:: Exercise ::
The lines to return are those below that contain the word "roads".
+++ Given records +++
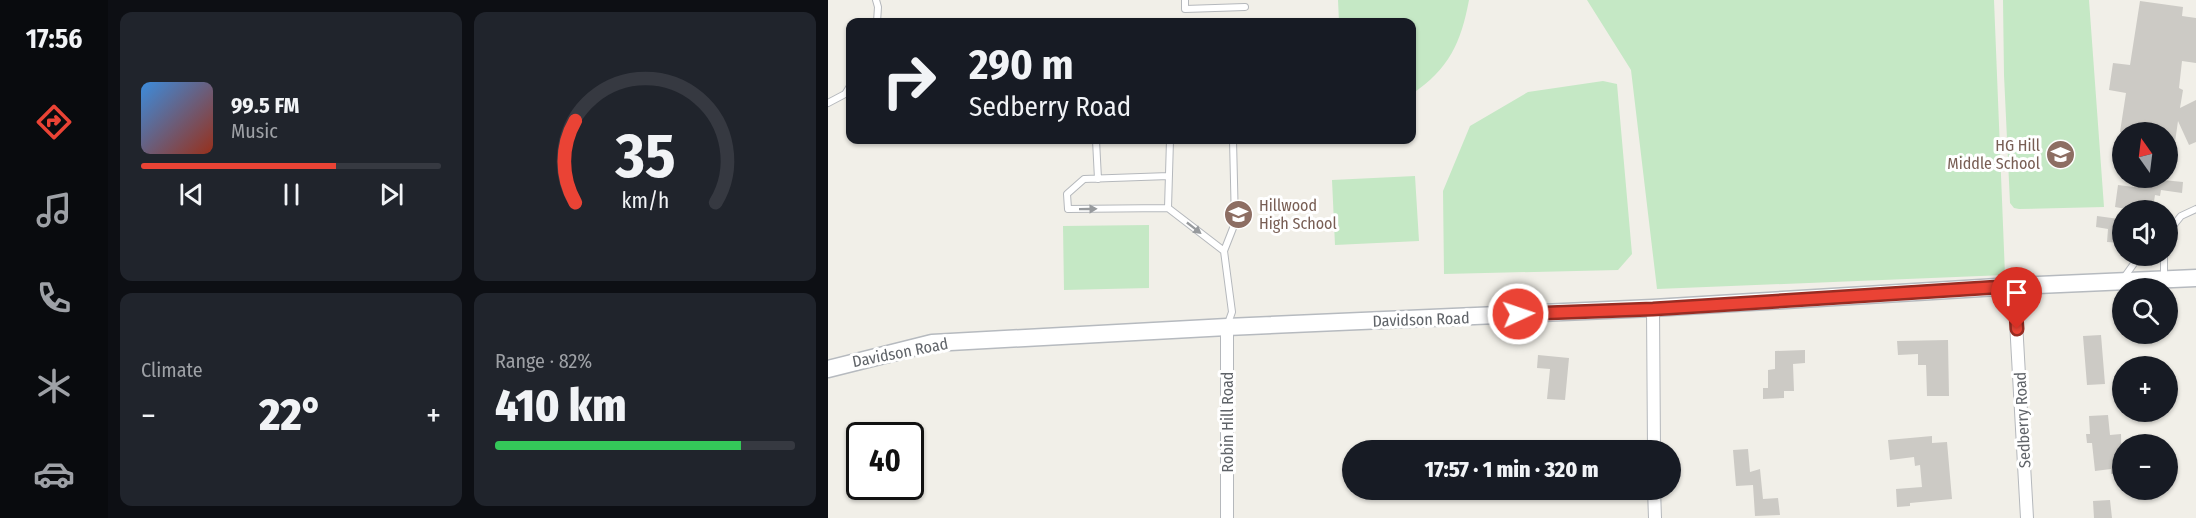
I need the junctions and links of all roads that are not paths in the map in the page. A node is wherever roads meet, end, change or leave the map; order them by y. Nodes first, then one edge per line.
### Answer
1 (876, 0) edge
2 (1185, 0) edge
3 (1245, 7) dead end
4 (877, 18) edge
5 (846, 92) edge
6 (828, 103) edge
7 (1096, 144) edge
8 (1170, 144) edge
9 (1233, 144) edge
10 (1169, 177) junction
11 (1098, 179) junction
12 (1168, 208) junction
13 (2196, 209) edge
14 (2178, 220) edge
15 (1224, 251) junction
16 (2196, 278) edge
17 (2178, 279) edge
18 (2112, 281) edge
19 (2014, 286) junction
20 (1653, 309) junction
21 (1227, 327) junction
22 (828, 369) edge
23 (1654, 440) edge
24 (1654, 500) edge
25 (1227, 518) edge
26 (1654, 518) edge
27 (2027, 518) edge

1 - 4 lane
2 - 3 lane
5 - 6 lane
7 - 11 lane
8 - 10 lane
9 - 15 lane
10 - 11 lane
10 - 12 lane
11 -> 12 lane
12 -> 15 lane
13 - 14 lane
15 - 21 lane
16 - 17 street, Davidson Road
18 - 19 street, Davidson Road
19 - 20 street, Davidson Road
19 - 27 street, Sedberry Road
20 - 21 street, Davidson Road
20 - 23 street
21 - 22 street, Davidson Road
21 - 25 street, Robin Hill Road
24 - 26 street

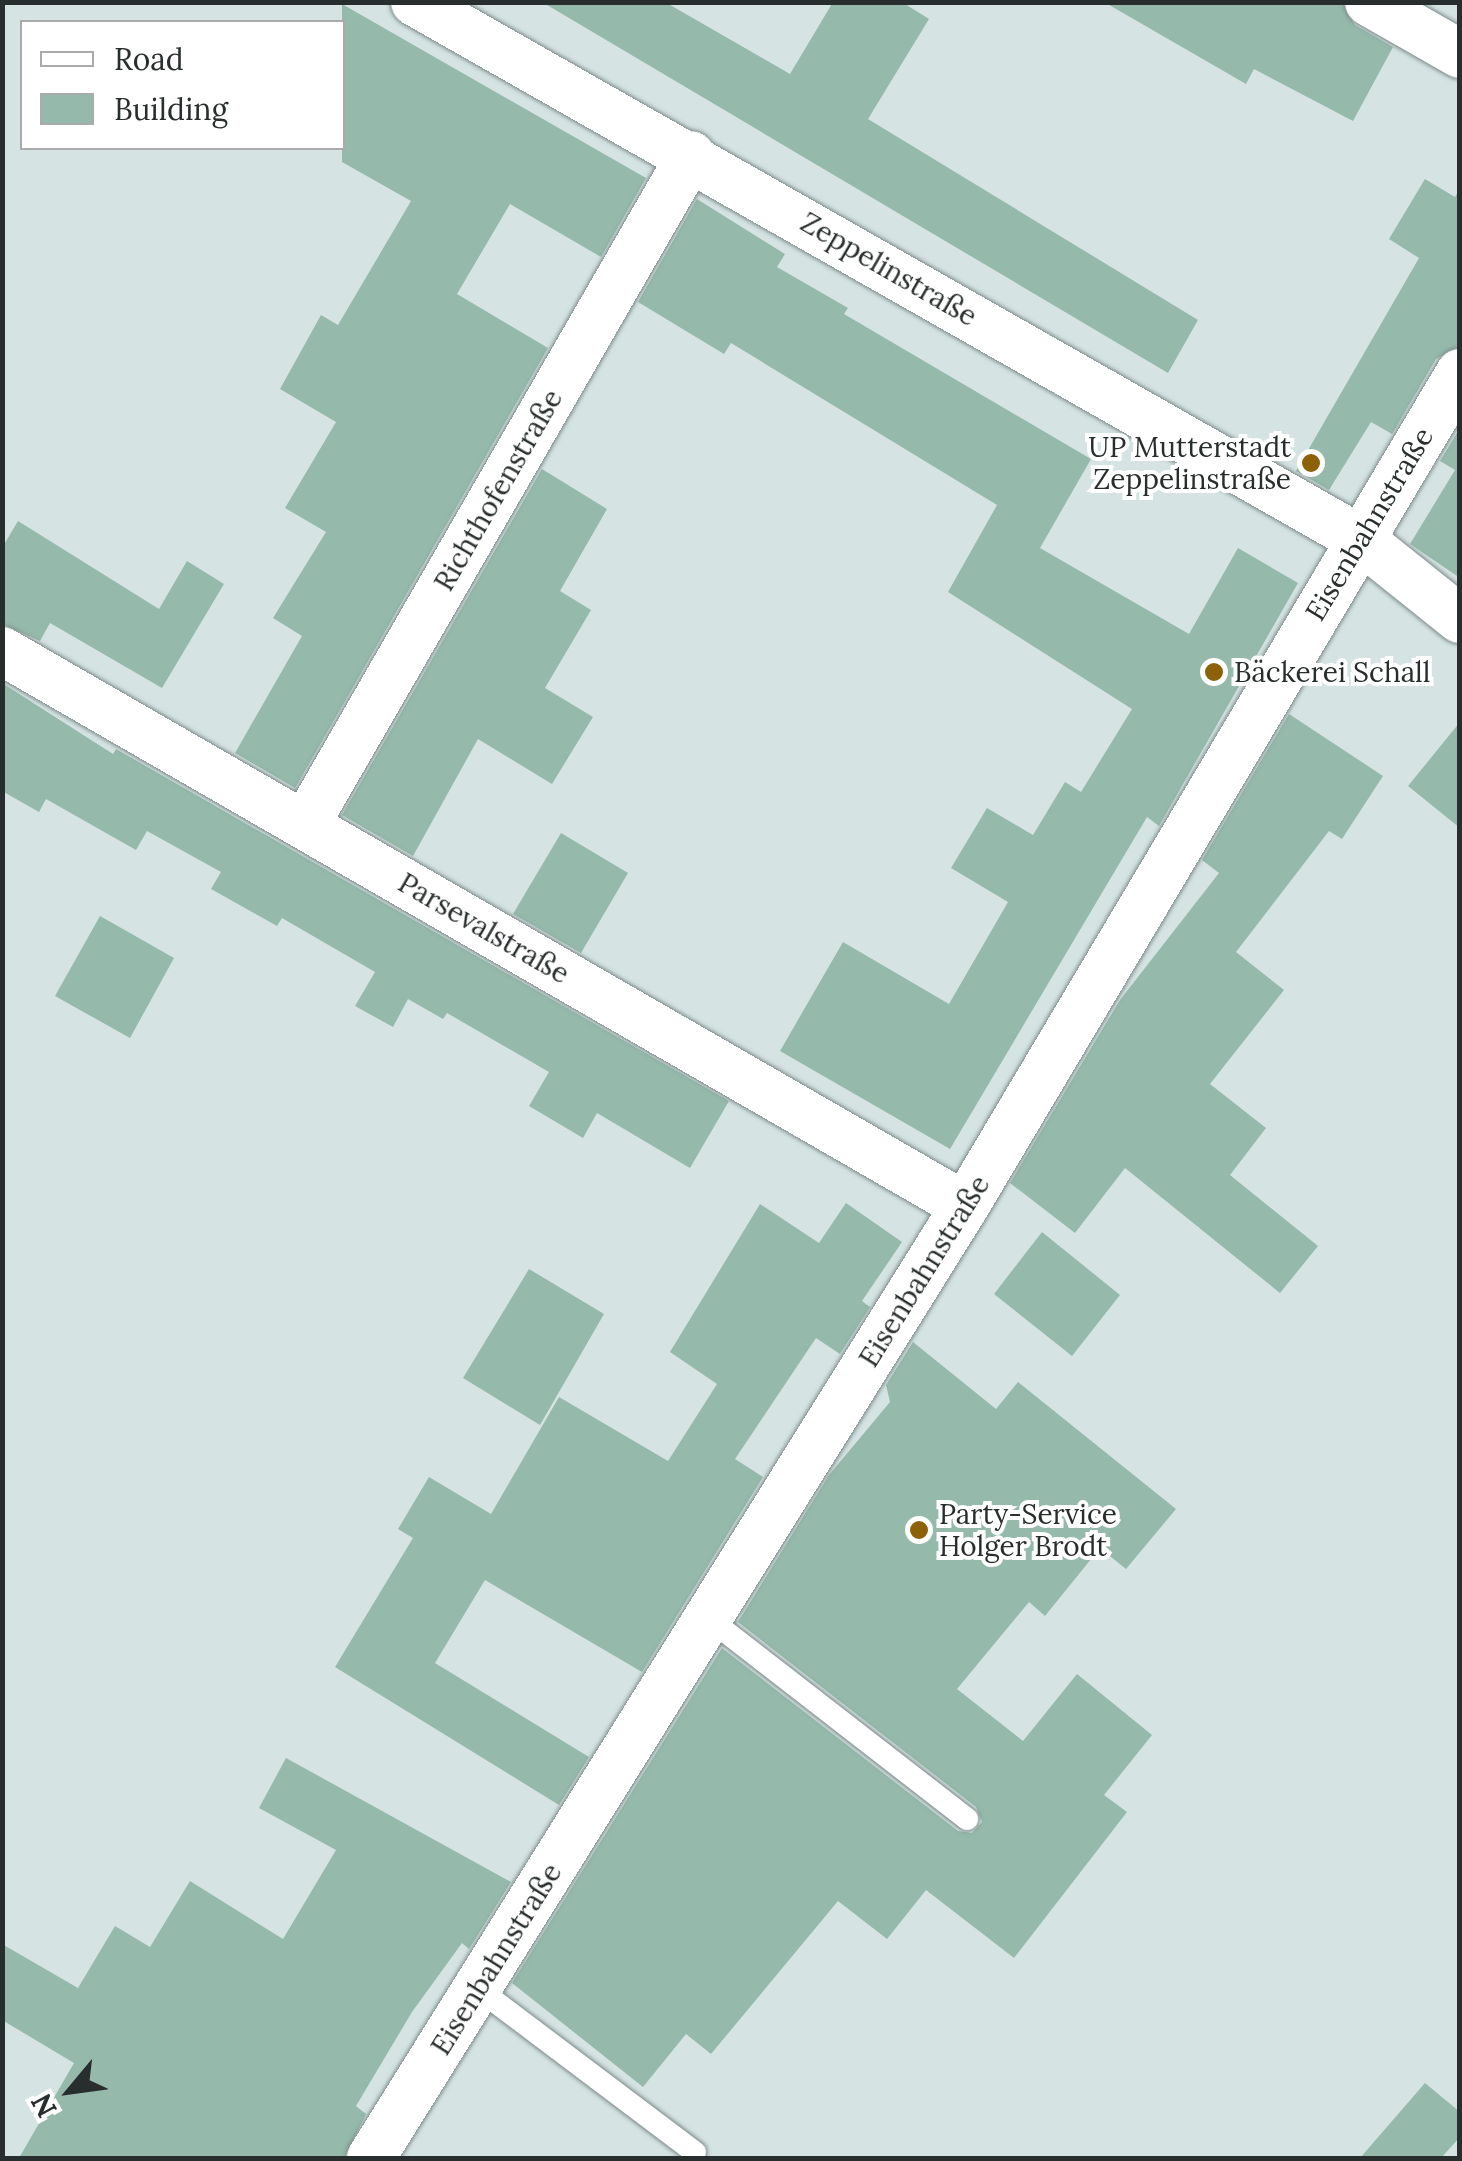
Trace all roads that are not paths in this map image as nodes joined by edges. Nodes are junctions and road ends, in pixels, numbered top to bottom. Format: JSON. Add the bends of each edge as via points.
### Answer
+++
:: Your solution ::
I need the junctions and links of all roads that are not paths in the map in the page. A node is wherever roads meet, end, change or leave the map; order them by y. Nodes first, then one edge per line.
Trace all roads that are not paths in this map image as nodes joined by edges. Nodes are junctions and road ends, in pixels, numbered top to bottom. Format: JSON. Add the bends of each edge as via points.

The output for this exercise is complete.